Segment Open

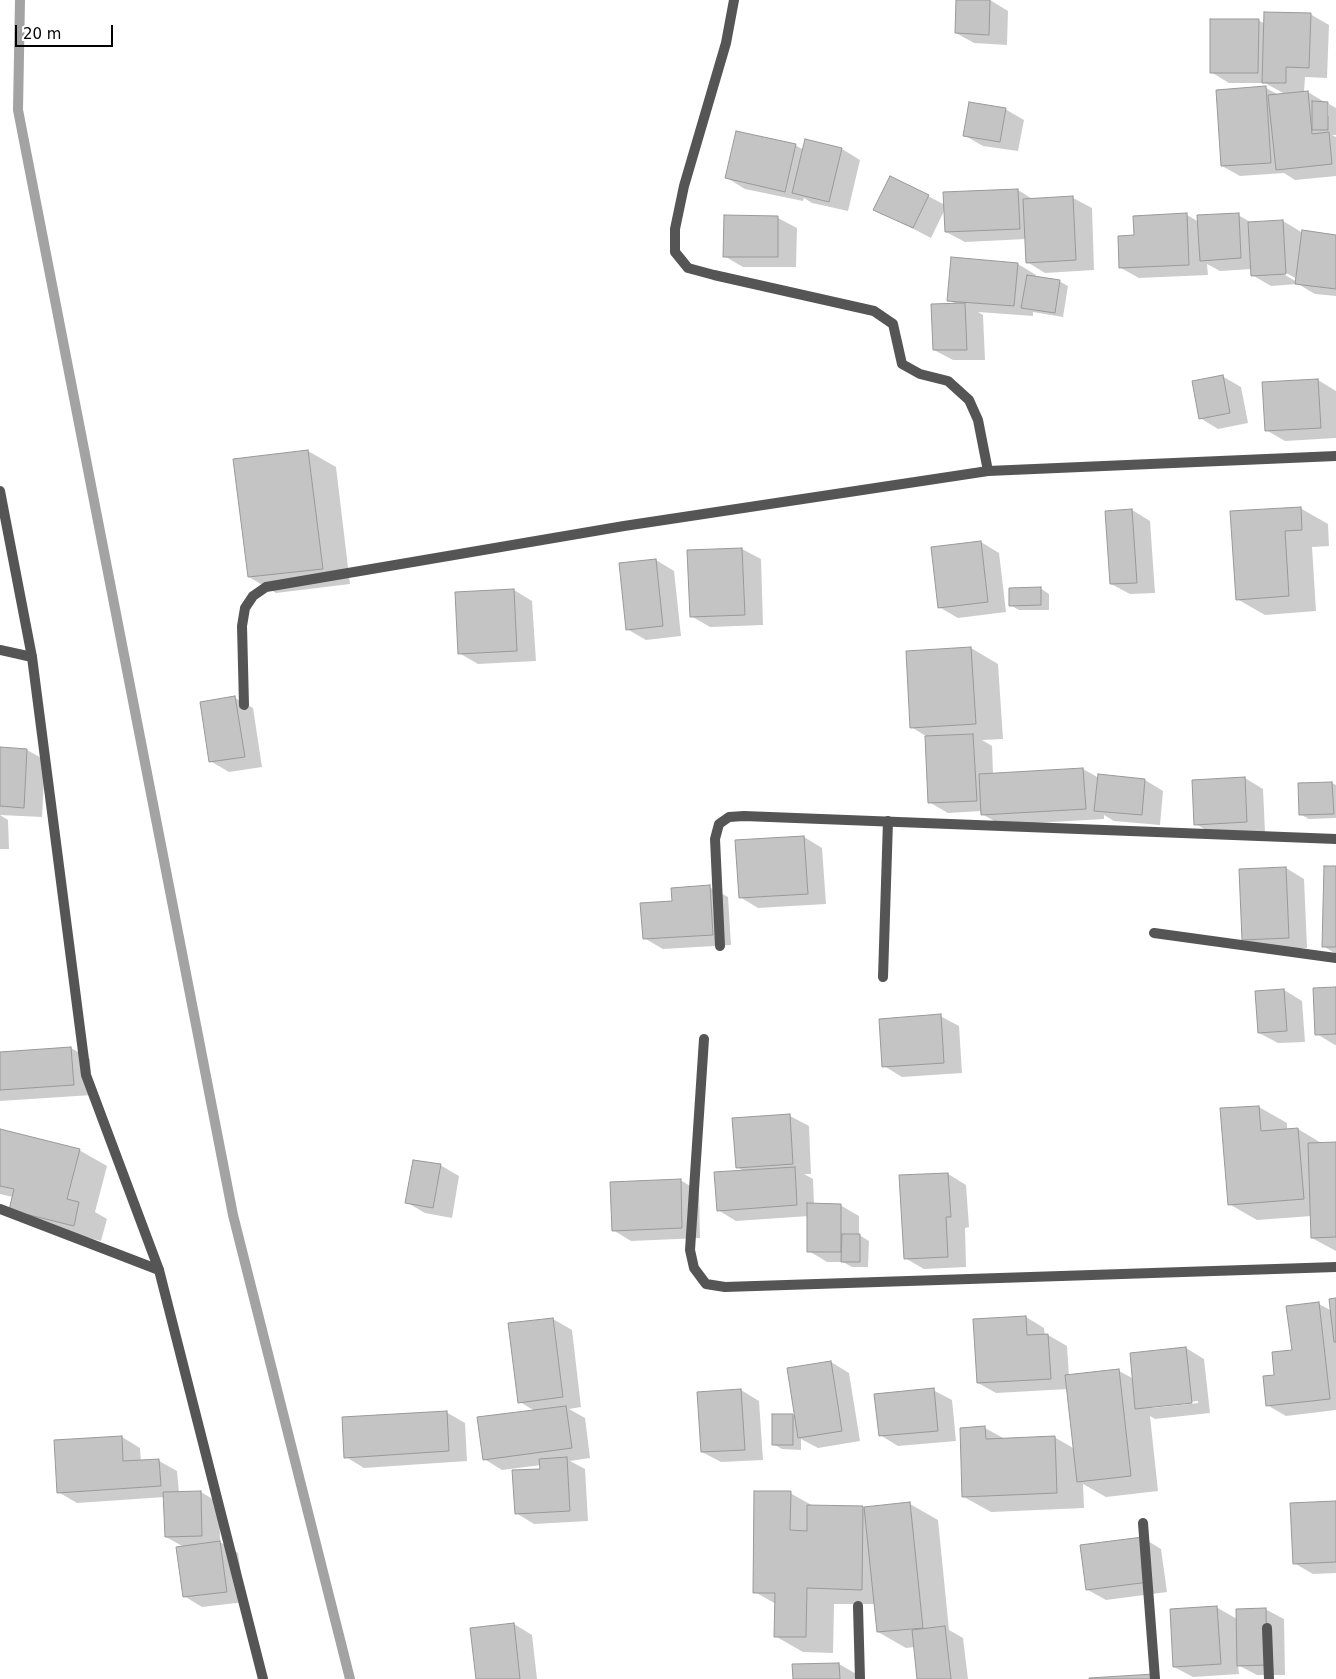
<!DOCTYPE html>
<style>
body{margin:0}
#map{position:relative;width:1336px;height:1679px;overflow:hidden;background:#fff;font-family:"DejaVu Sans",sans-serif}
canvas{display:block}
.scale{position:absolute;left:15px;top:25px;width:98px;height:22px;box-sizing:border-box;border:2px solid #000;border-top:0;padding-left:6px;font-size:15px;line-height:18px;white-space:nowrap;color:#000;-webkit-text-stroke:4px #fff;paint-order:stroke}
</style>
<div id="map">
<canvas width="1336" height="1679"></canvas>
<div class="scale">20 m</div>
</div>
<script>
const g = document.querySelector('canvas').getContext('2d');
g.lineJoin = 'round';
function fillPath(path, color) { g.fillStyle = color; g.fill(path, 'evenodd'); }
const shape = rows => new Path2D(rows.map(r => 'M' + r).join(''));
function stroke(path, color, width, dash) { g.strokeStyle = color; g.lineWidth = width; g.lineCap = dash ? 'butt' : 'round'; g.setLineDash(dash || []); g.stroke(path); }
fillPath(shape([
 [957,0,990,0,1008,11,1007,45,974,43,956,33],
 [1310,14,1329,25,1327,78,1305,77,1304,92,1308,92,1326,103,1328,116,1329,116,1329,104,1336,108,1336,135,1332,135,1336,137,1336,176,1295,180,1284,173,1240,176,1222,166,1266,88,1279,95,1285,94,1265,83,1229,83,1211,72,1258,20,1265,24],
 [1005,109,1024,120,1018,151,983,146,964,135],
 [795,145,804,150,842,149,860,160,848,211,812,203,804,198,803,201,745,189,727,178],
 [1018,190,1034,200,1073,198,1092,208,1094,270,1045,273,1027,262,1026,239,965,242,946,232,945,209,931,238,875,209,928,196,945,205],
 [1187,215,1199,222,1238,215,1252,223,1283,221,1303,233,1336,236,1336,296,1315,294,1298,284,1271,286,1252,275,1252,269,1220,271,1207,264,1208,275,1139,278,1121,268,1135,236],
 [1281,270,1297,279,1297,282,1280,272],
 [725,217,778,218,797,228,796,267,743,267,724,256],
 [1018,264,1036,275,1036,278,1059,281,1068,286,1063,317,1033,312,1033,316,978,312,983,315,985,360,953,360,934,350,956,304,949,300],
 [1222,376,1241,387,1248,423,1218,429,1200,418],
 [1318,380,1336,391,1336,438,1285,441,1266,430],
 [308,451,336,467,350,584,276,593,249,577],
 [1300,508,1328,524,1329,546,1312,547,1316,611,1265,615,1237,599],
 [1132,510,1150,521,1155,593,1130,594,1111,584],
 [981,542,999,553,1006,612,958,618,939,607],
 [742,549,761,559,763,625,710,627,691,616,689,551],
 [656,560,674,571,681,636,646,640,627,629],
 [1040,588,1049,594,1049,610,1019,610,1010,605],
 [514,590,532,601,536,661,478,664,459,653],
 [971,648,998,664,1003,739,982,740,992,746,993,774,1083,769,1099,778,1099,776,1145,780,1163,791,1160,825,1114,821,1104,815,1104,819,1001,825,982,814,982,811,948,813,929,802,926,736,911,727],
 [235,698,253,708,262,767,229,772,210,761],
 [0,748,27,750,45,760,42,817,0,815,8,820,9,849,0,849],
 [1245,778,1263,789,1265,832,1214,835,1196,824],
 [1332,783,1336,785,1336,818,1309,819,1300,814],
 [804,837,822,848,826,904,758,908,740,897],
 [1336,867,1336,954,1323,946],
 [1286,868,1304,879,1307,948,1262,950,1243,939],
 [709,887,728,897,731,945,663,949,644,938,673,902],
 [1336,989,1336,1045,1335,1045,1317,1034],
 [1284,990,1302,1001,1305,1042,1278,1043,1259,1033],
 [940,1016,959,1026,962,1073,902,1077,884,1066],
 [71,1048,90,1059,92,1095,0,1101,0,1053],
 [1259,1107,1287,1123,1287,1130,1298,1129,1323,1144,1336,1144,1336,1251,1312,1238,1312,1216,1257,1220,1229,1204],
 [790,1116,809,1126,811,1174,804,1174,813,1179,814,1205,840,1205,859,1216,859,1235,869,1241,868,1267,852,1267,843,1262,827,1262,809,1251,809,1216,736,1221,718,1210,745,1172,737,1167,734,1119],
 [0,1130,79,1150,107,1166,95,1212,107,1219,101,1241,38,1225,13,1197,0,1194],
 [440,1165,459,1176,452,1218,425,1213,406,1202],
 [948,1174,966,1185,969,1227,965,1228,966,1267,924,1269,905,1258],
 [680,1180,699,1191,700,1238,631,1241,613,1230],
 [1336,1299,1336,1410,1286,1416,1267,1405,1276,1376,1293,1351,1319,1304,1332,1311],
 [1026,1317,1044,1328,1045,1336,1048,1335,1067,1346,1069,1376,1119,1371,1134,1379,1186,1348,1204,1359,1210,1413,1155,1419,1150,1416,1158,1491,1106,1497,1083,1484,1084,1508,991,1512,964,1497,985,1428,1005,1439,1054,1437,1075,1449,1068,1389,996,1393,978,1383],
 [1198,1401,1198,1403,1152,1408,1152,1406],
 [553,1319,572,1330,581,1407,569,1409,585,1418,590,1458,570,1461,585,1469,588,1521,534,1524,516,1513,541,1470,541,1465,502,1470,484,1459,535,1411,520,1402],
 [831,1362,849,1373,860,1441,818,1448,801,1439,801,1450,782,1449,773,1444,793,1415,796,1417],
 [741,1390,759,1401,763,1460,721,1462,702,1452],
 [933,1390,952,1400,956,1441,898,1446,880,1435],
 [446,1412,465,1423,467,1461,364,1468,346,1457],
 [122,1437,140,1448,141,1462,159,1461,177,1471,179,1493,201,1492,219,1503,220,1542,238,1553,245,1602,202,1607,184,1596,184,1547,166,1537,165,1497,77,1503,58,1492],
 [790,1493,815,1507,864,1508,910,1504,938,1520,949,1630,963,1638,968,1679,918,1679,915,1647,906,1648,878,1632,875,1604,834,1604,833,1653,803,1652,775,1636,776,1604,755,1592],
 [1336,1502,1336,1573,1313,1574,1294,1563],
 [1143,1538,1161,1549,1167,1592,1106,1600,1088,1590],
 [1216,1607,1237,1619,1265,1609,1284,1619,1285,1675,1257,1675,1238,1665,1239,1674,1193,1677,1174,1667],
 [514,1624,532,1635,537,1679,477,1679],
 [839,1664,858,1675,858,1679,794,1679,794,1665]
]), '#0003');
stroke(shape([
 [20,0,18,110,233,1215,350,1679]
]), '#a3a3a3', 10);
const building = shape([
 [956,0,990,0,989,35,955,33,956,0],
 [1264,12,1311,13,1309,68,1286,67,1286,83,1262,83,1264,12],
 [1210,19,1259,19,1258,73,1210,73,1210,19],
 [1266,86,1271,163,1221,166,1216,90,1266,86],
 [1308,91,1312,134,1329,132,1332,164,1276,170,1268,95,1308,91],
 [1312,101,1328,102,1328,130,1312,130,1312,101],
 [969,102,1006,108,1000,142,963,136,969,102],
 [736,131,796,144,785,192,725,178,736,131],
 [805,139,842,148,829,202,792,193,805,139],
 [890,176,929,195,913,228,873,210,890,176],
 [1018,189,1020,229,945,232,943,192,1018,189],
 [1073,196,1076,260,1026,263,1023,199,1073,196],
 [1187,213,1189,265,1119,268,1118,236,1134,235,1133,216,1187,213],
 [1239,213,1241,258,1200,261,1197,215,1239,213],
 [724,215,778,216,778,257,723,257,724,215],
 [1283,220,1286,274,1251,276,1248,222,1283,220],
 [1302,230,1336,235,1336,289,1295,284,1302,230],
 [951,257,1018,263,1014,306,947,301,951,257],
 [1027,275,1060,280,1055,313,1021,308,1027,275],
 [965,303,967,350,933,350,931,304,965,303],
 [1223,375,1230,413,1199,419,1192,381,1223,375],
 [1318,379,1321,428,1265,431,1262,382,1318,379],
 [308,450,323,569,248,577,233,459,308,450],
 [1301,507,1302,530,1285,531,1289,596,1236,600,1230,511,1301,507],
 [1132,509,1137,583,1110,584,1105,511,1132,509],
 [981,541,988,602,938,608,931,547,981,541],
 [742,548,745,615,690,617,687,550,742,548],
 [656,559,663,626,626,630,619,563,656,559],
 [1041,587,1041,605,1009,606,1009,588,1041,587],
 [514,589,517,651,458,654,455,592,514,589],
 [971,647,976,724,910,728,906,651,971,647],
 [235,696,245,757,209,762,200,702,235,696],
 [973,734,977,801,928,803,925,736,973,734],
 [0,747,27,749,24,808,0,806,0,747],
 [1083,768,1086,809,981,815,979,774,1083,768],
 [1098,774,1145,779,1142,815,1094,811,1098,774],
 [1245,777,1247,822,1194,825,1192,780,1245,777],
 [1332,782,1334,814,1299,815,1298,783,1332,782],
 [804,836,808,894,739,898,735,840,804,836],
 [1324,866,1336,866,1336,947,1322,947,1324,866],
 [1286,867,1289,938,1242,940,1239,869,1286,867],
 [710,885,713,935,643,939,640,903,672,901,671,888,710,885],
 [1336,987,1336,1034,1315,1035,1313,988,1336,987],
 [1284,989,1287,1031,1258,1033,1255,991,1284,989],
 [941,1014,944,1063,882,1067,879,1019,941,1014],
 [71,1047,74,1085,0,1090,0,1052,71,1047],
 [1259,1106,1261,1131,1298,1128,1304,1199,1228,1205,1220,1108,1259,1106],
 [790,1114,793,1164,736,1168,732,1118,790,1114],
 [0,1129,80,1149,67,1199,79,1202,74,1226,9,1210,14,1189,0,1186,0,1129],
 [1336,1142,1336,1237,1311,1238,1308,1143,1336,1142],
 [413,1160,441,1164,433,1208,405,1203,413,1160],
 [795,1167,797,1205,717,1211,714,1172,795,1167],
 [948,1173,951,1217,946,1217,948,1257,904,1259,899,1175,948,1173],
 [681,1179,682,1228,612,1231,610,1182,681,1179],
 [807,1203,841,1204,841,1252,807,1252,807,1203],
 [842,1234,860,1234,860,1262,841,1262,842,1234],
 [1336,1298,1336,1342,1334,1342,1329,1299,1336,1298],
 [1319,1302,1330,1399,1266,1406,1263,1376,1274,1375,1272,1352,1292,1350,1286,1306,1319,1302],
 [1026,1316,1027,1335,1048,1334,1051,1379,977,1383,973,1319,1026,1316],
 [553,1318,563,1397,518,1403,508,1323,553,1318],
 [1186,1347,1192,1403,1135,1409,1130,1353,1186,1347],
 [831,1361,842,1431,798,1438,787,1368,831,1361],
 [1119,1369,1131,1476,1077,1482,1065,1375,1119,1369],
 [934,1388,938,1431,879,1436,874,1394,934,1388],
 [741,1389,745,1450,701,1452,697,1392,741,1389],
 [566,1406,572,1448,483,1460,477,1417,566,1406],
 [447,1411,449,1451,344,1458,342,1417,447,1411],
 [772,1414,793,1414,793,1445,772,1445,772,1414],
 [985,1426,986,1439,1055,1436,1057,1493,962,1497,960,1428,985,1426],
 [122,1436,123,1461,159,1459,161,1486,57,1493,54,1440,122,1436],
 [567,1457,570,1511,515,1514,512,1470,540,1469,539,1459,567,1457],
 [201,1491,202,1536,165,1537,163,1492,201,1491],
 [754,1491,791,1491,790,1530,807,1531,807,1505,863,1506,862,1590,807,1588,806,1637,774,1637,775,1593,753,1593,754,1491],
 [1336,1501,1336,1562,1293,1564,1290,1503,1336,1501],
 [910,1502,923,1628,877,1632,864,1507,910,1502],
 [1143,1537,1149,1582,1086,1590,1080,1545,1143,1537],
 [220,1541,227,1592,183,1597,176,1547,220,1541],
 [1217,1606,1221,1664,1173,1667,1170,1609,1217,1606],
 [1266,1608,1267,1665,1237,1666,1236,1609,1266,1608],
 [514,1623,520,1679,476,1679,470,1628,514,1623],
 [945,1626,951,1679,917,1679,912,1630,945,1626],
 [839,1663,840,1679,793,1679,792,1664,839,1663],
 [1154,1674,1155,1679,1089,1679,1089,1678,1154,1674]
]);
fillPath(building, '#c4c4c4');
stroke(building, '#999', 1);
stroke(shape([
 [734,0,726,43,684,186,675,229,675,252,688,268,714,275,874,311,893,324,902,364,920,374,948,381,969,400,978,420,988,471],
 [883,977,888,821]
]), '#555', 10);
stroke(shape([
 [0,650,32,657],
 [244,705,242,626,245,608,253,596,266,587,624,526,988,471,1336,456],
 [1154,933,1336,958],
 [720,946,715,839,719,824,729,817,744,816,1336,839],
 [704,1039,690,1250,694,1268,706,1284,725,1287,1336,1267],
 [0,1209,159,1270],
 [1143,1523,1155,1679],
 [858,1606,860,1679],
 [1267,1628,1269,1679]
]), '#555', 10);
stroke(shape([
 [0,491,32,657,86,1075,159,1270,263,1679]
]), '#555', 10);
</script>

Segment Closed

=== Required action ===
Within the records above, find every line holding the word "width" and give the total as a bare number.

=== Answer box ===
4